# Model Training

In this notebook, we will train 2 models using the best hyperparameters for this dataset.

We will continue to use the wandb library to track our training runs.

In [1]:
# Import Classes for tokenization and model training
from transformers import (AutoTokenizer, AutoModelForSequenceClassification,
                          TrainingArguments, Trainer)

# Import DatasetDict which will help us prepare our own dataset for use in training and evaulating machine learning models
from datasets import DatasetDict

# Import function to be used as loss function
from sklearn.metrics import mean_squared_error
from sklearn.model_selection import ShuffleSplit

import pandas as pd
import numpy as np

# Import library to track our training runs and change settings
import wandb

# Replace the variables below with your own: name, project name, and project directory
%env WANDB_ENTITY = langdon
%env WANDB_PROJECT = ellipse
%env WANDB_DIR = /home/jovyan/active-projects/ellipse-methods-showcase/bin

env: WANDB_ENTITY=langdon
env: WANDB_PROJECT=ellipse
env: WANDB_DIR=/home/jovyan/active-projects/ellipse-methods-showcase/bin


## Load DatasetDict and Tokenize

We could have tokenized our datadict when we created the dataset partitions, but waiting until the last minute gives us the flexibility to try out different models that may require different tokenization schemes.

In [2]:
# Initialize tokenizer and create helper function for tokenization as we did in the previous notebooks.
tokenizer = AutoTokenizer.from_pretrained('bert-base-uncased')

def tokenize_inputs(example):
    return tokenizer(example['text'], max_length=512, truncation=True)

In [3]:
def get_datadict(score_to_predict):
    ''' Selects a target score that the model should predict and renames that score to 'label'.
    Removes other columns from the dataset. The other columns are not needed for training.
    '''
    
    # These columns will be removed from the dataset
    scores = {
        'Overall',
        'Cohesion',
        'Syntax',
        'Vocabulary',
        'Phraseology',
        'Grammar',
        'Conventions'
    }
    
    columns_to_remove = scores.symmetric_difference([score_to_predict])
    
    # Load the DatasetDict object we created in the previous notebook. 
    # We will be removing the columns that we defined above, and renaming the target column (=score_to_predict) into 'label'
    dd = (DatasetDict
          .load_from_disk('../data/ellipse.hf')
          .remove_columns(columns_to_remove)
          .map(tokenize_inputs, remove_columns=['text_id', 'text']) # the transformer does not need these columns to train.
          .rename_column(score_to_predict, 'label') # Huggingface will look for a column that contains the string 'label' to calculate metrics.
         )
    
    return dd

## Compute Metric

By default, Huggingface will evaluate models based on the sum of metrics produced by this function.

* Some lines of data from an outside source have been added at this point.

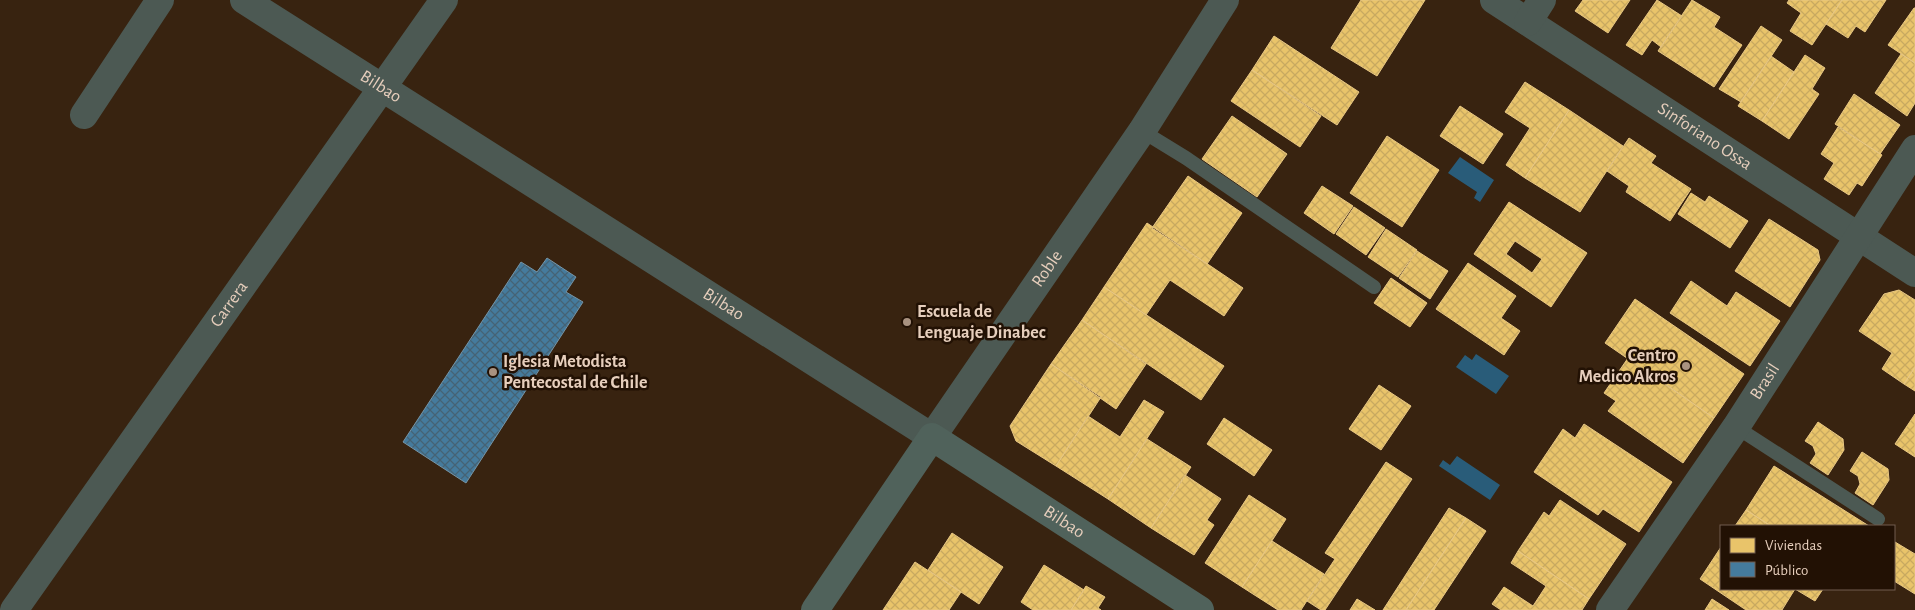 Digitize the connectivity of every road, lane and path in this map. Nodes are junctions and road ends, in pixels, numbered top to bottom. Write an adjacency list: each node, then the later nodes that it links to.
1 (160, 0): 8 (street)
2 (244, 0): 7 (street, Bilbao)
3 (444, 0): 7 (street, Carrera)
4 (1225, 0): 9 (street, Roble)
5 (1494, 0): 6 (street, Sinforiano Ossa)
6 (1535, 11): 11 (street, Sinforiano Ossa)
7 (383, 87): 15 (street, Bilbao); 17 (street, Carrera)
8 (84, 115)
9 (1142, 131): 13 (lane); 15 (street, Roble)
10 (1915, 148): 11 (street, Brasil)
11 (1858, 237): 12 (street, Sinforiano Ossa); 14 (street, Brasil)
12 (1915, 273)
13 (1374, 287)
14 (1736, 427): 16 (lane); 20 (street, Brasil)
15 (932, 437): 18 (main road, Roble); 19 (main road, Bilbao)
16 (1878, 519)
17 (14, 610)
18 (814, 610)
19 (1200, 610)
20 (1610, 610) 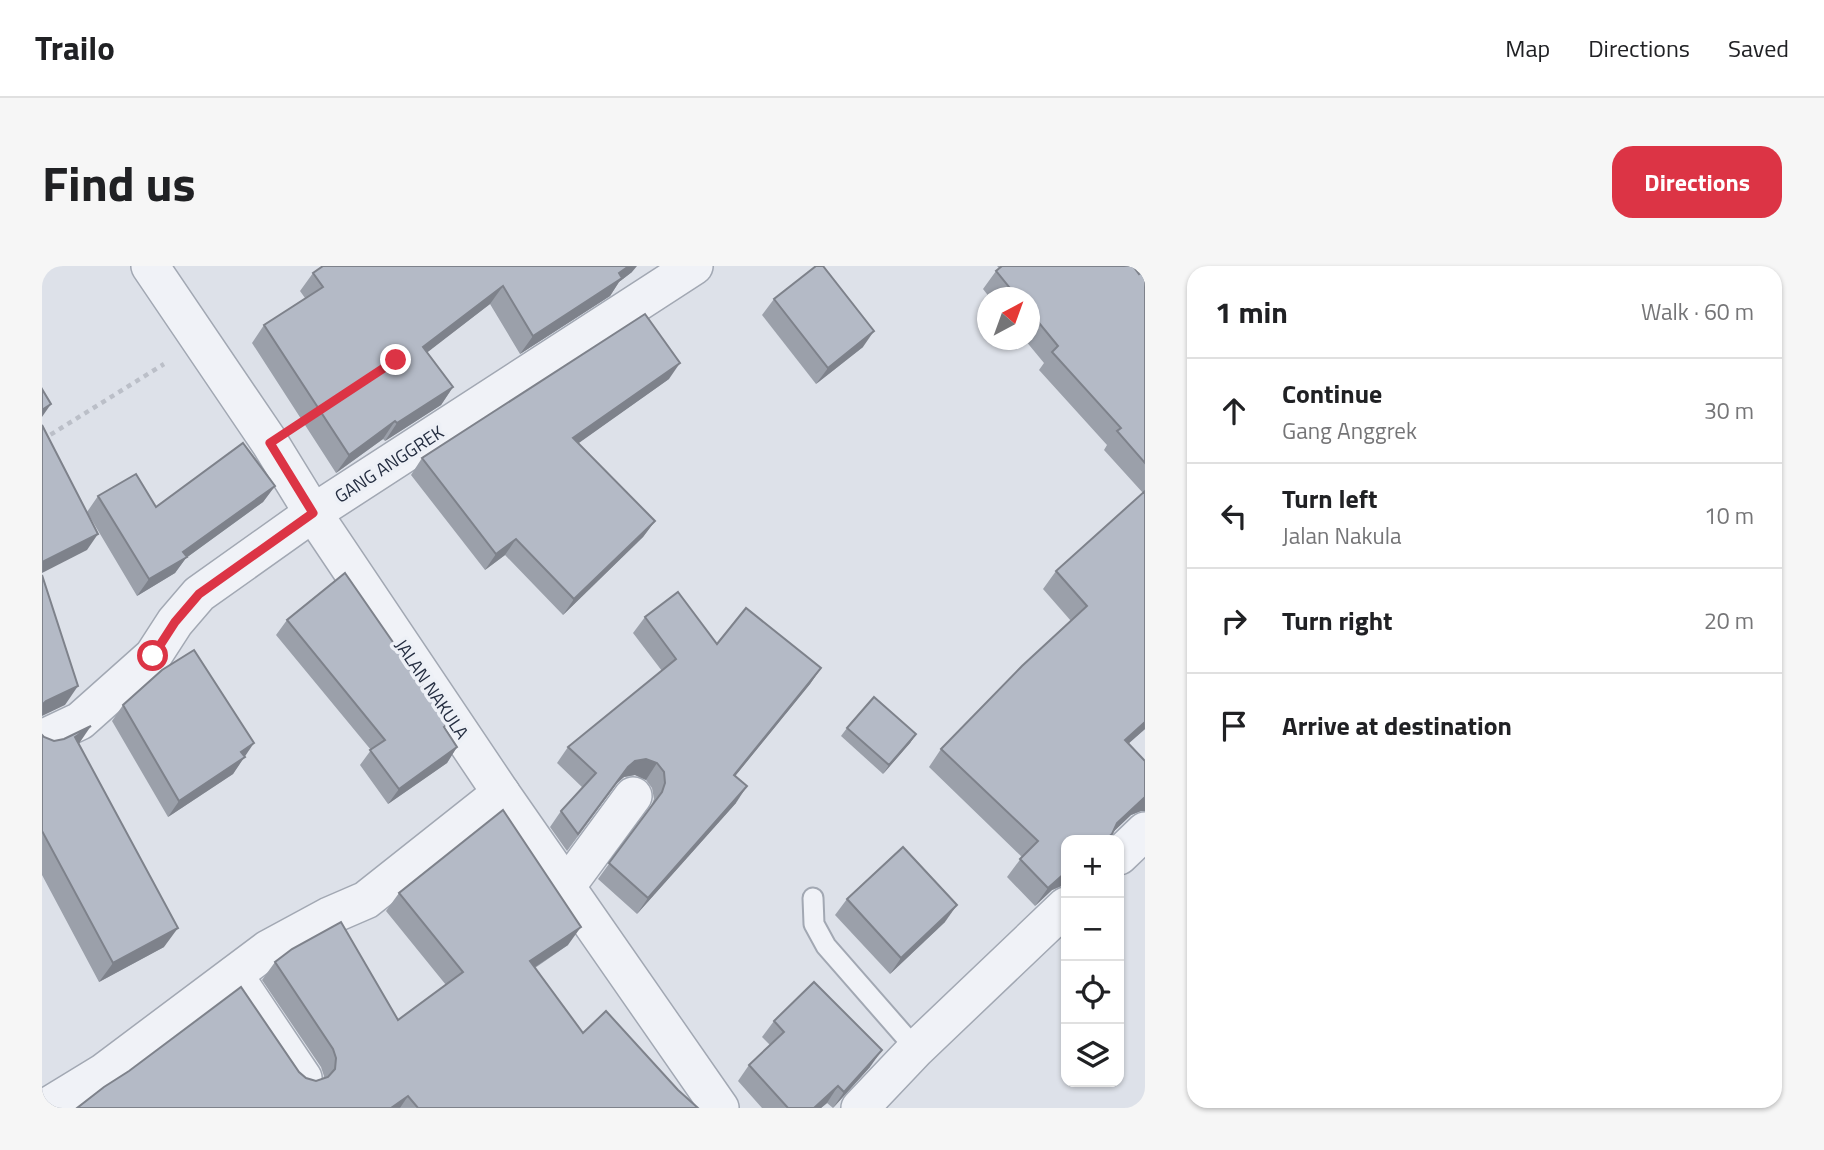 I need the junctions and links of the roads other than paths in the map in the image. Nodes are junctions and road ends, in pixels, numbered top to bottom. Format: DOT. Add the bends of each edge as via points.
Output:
graph roads {
  1 [pos="150,266"];
  2 [pos="694,266"];
  3 [pos="313,513"];
  4 [pos="42,739"];
  5 [pos="501,793"];
  6 [pos="633,796"];
  7 [pos="1145,831"];
  8 [pos="1124,851"];
  9 [pos="566,887"];
  10 [pos="813,898"];
  11 [pos="1061,911"];
  12 [pos="234,975"];
  13 [pos="916,1049"];
  14 [pos="303,1078"];
  15 [pos="45,1108"];
  16 [pos="720,1108"];
  17 [pos="859,1108"];
  1 -- 3 [label="street, JALAN NAKULA"];
  2 -- 3 [label="street, GANG ANGGREK"];
  3 -- 4 [label="street, GANG ANGGREK" via="199,594 153,656 80,721"];
  3 -- 5 [label="street, JALAN NAKULA"];
  5 -- 9 [label="street, JALAN NAKULA"];
  5 -- 12 [label="street" via="366,900 268,949"];
  6 -- 9 [label="street"];
  7 -- 8 [label="street"];
  9 -- 16 [label="street, JALAN NAKULA"];
  10 -- 13 [label="lane" via="814,924 826,946"];
  11 -- 13 [label="street"];
  12 -- 14 [label="street"];
  12 -- 15 [label="street" via="104,1072"];
  13 -- 17 [label="street"];
}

We only have one metric (mse), but if other metrics are included (like r-squared), Huggingface needs to know which metric to use (because MSE should be minimized and r-squared should be maximized, summing these values will create a nonsense metric). We will be specifying th metric when we are configuring the training arguments.

In [4]:
def compute_metrics(eval_pred):
    preds, labels = eval_pred
    mse = mean_squared_error(labels, preds)

    return {'mse': mse}

## Train Function

We can make some improvements here. The development data is more-or-less wasted with this configuration, so we could either decide not to use it, or we could utilize it by keeping the best model from 4-5 epochs of training.

In [5]:
def train(score_to_predict):
    # load in the dataset we created before with the target column's name changed to 'label'
    datadict = get_datadict(score_to_predict)

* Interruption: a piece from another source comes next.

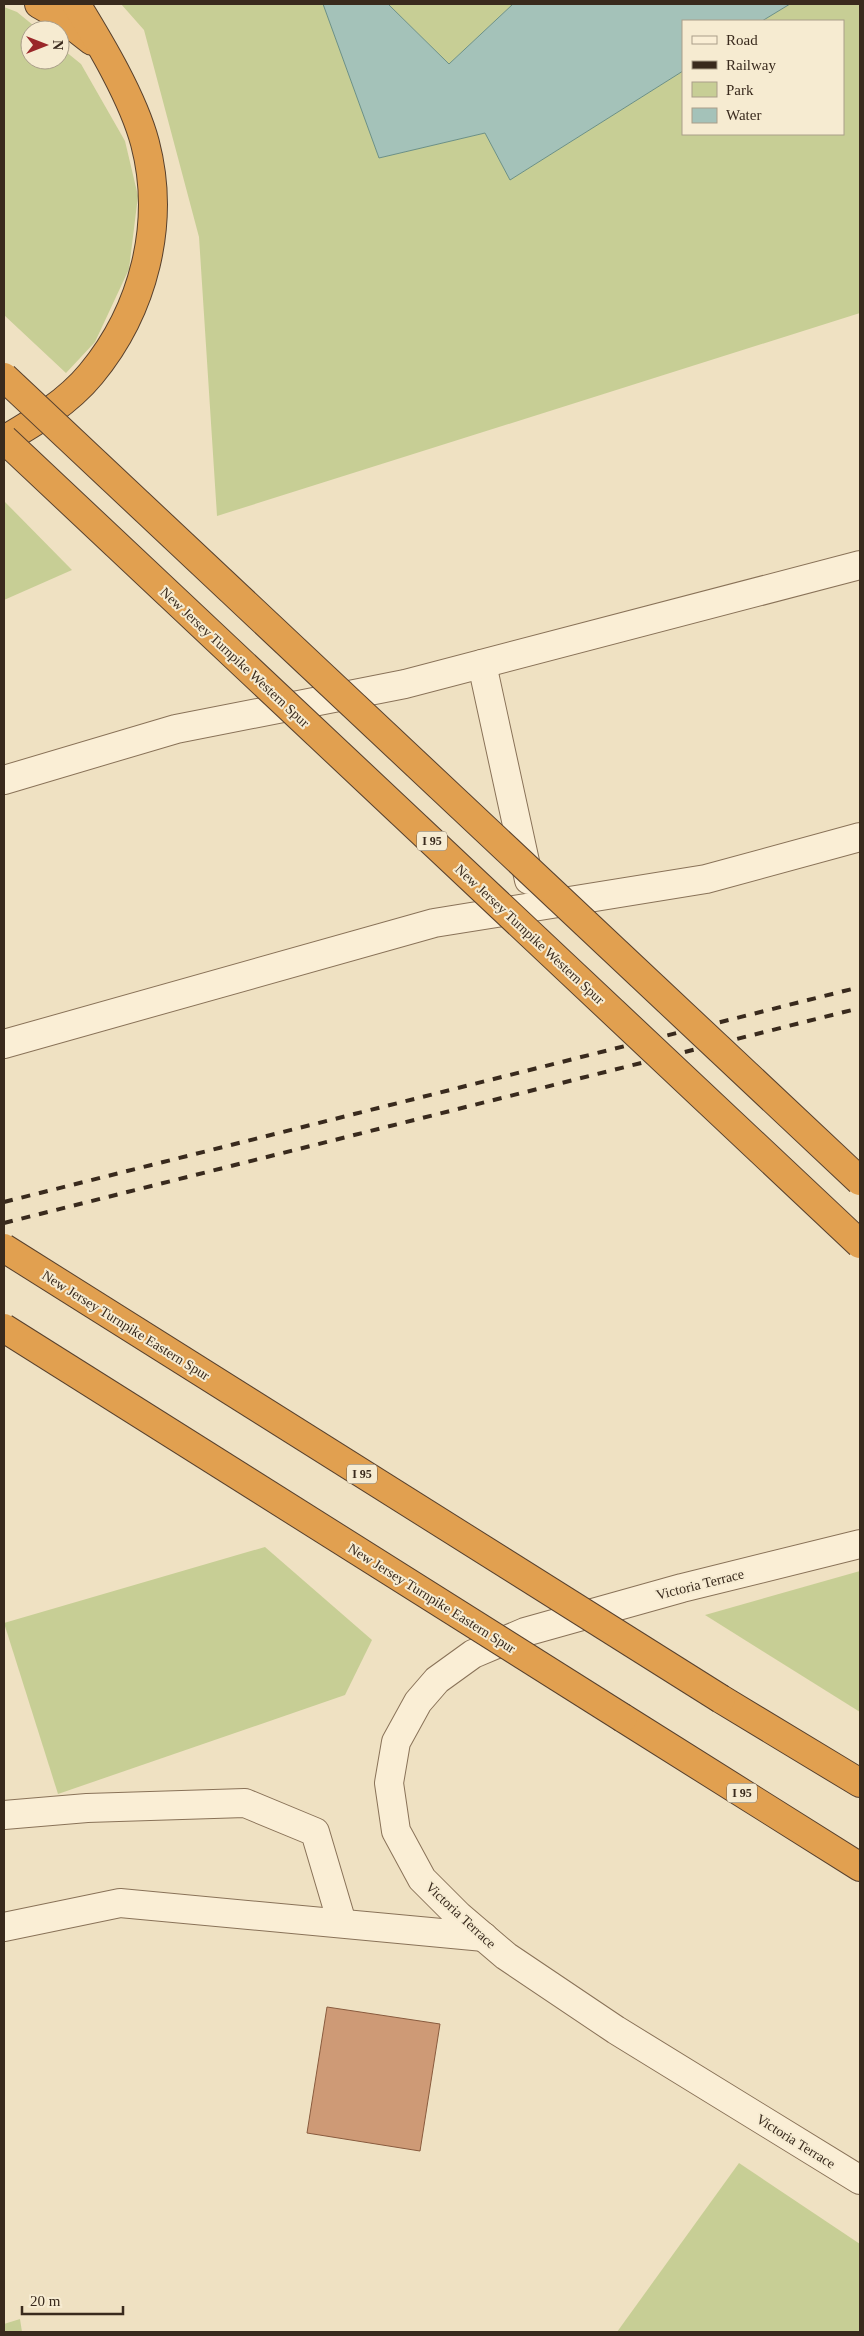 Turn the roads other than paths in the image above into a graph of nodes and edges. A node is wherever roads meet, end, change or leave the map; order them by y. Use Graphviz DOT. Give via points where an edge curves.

    # Generate in-fold and out-of-fold indexes
    folds = ShuffleSplit(n_splits=5, random_state=42)        
    splits = folds.split(np.zeros(datadict["train"].num_rows), datadict["train"]["label"])
    
    # Iterate over in-fold and out-of-fold indexes
    for i, (inf_idxs, oof_idxs) in enumerate(splits):
        # since we create the model from_pretrained() within the train() function, we do not need a model_init()
        model = AutoModelForSequenceClassification.from_pretrained('bert-base-uncased', num_labels=1)
        
        training_args = TrainingArguments(
            output_dir = '../bin/checkpoints',
            optim = 'adamw_torch',
            logging_dir = f'../logs/{score_to_predict}',
            evaluation_strategy='epoch',
            save_strategy='no',
            log_level='error',
            disable_tqdm = False,
            report_to='wandb',
            num_train_epochs=2, # tuned
            learning_rate=5e-5, # tuned
            per_device_train_batch_size=16, # tuned
            per_device_eval_batch_size=16,
        )
    
        trainer = Trainer(
            model=model,
            args=training_args,
            train_dataset=datadict['train'].select(inf_idxs),
            eval_dataset=datadict['train'].select(oof_idxs),
            compute_metrics=compute_metrics,
            tokenizer=tokenizer,
        )
    
        trainer.train()
        trainer.save_model(f'../bin/kfold-{score_to_predict.lower()}-models/{score_to_predict.lower()}-model-{i:02}')   

## Train Grammar

Finetune a model that predicts the 'Grammar' scores in the ELLIPSE corpus using the function we created above.

In [6]:
train('Grammar')

Map:   0%|          | 0/4537 [00:00<?, ? examples/s]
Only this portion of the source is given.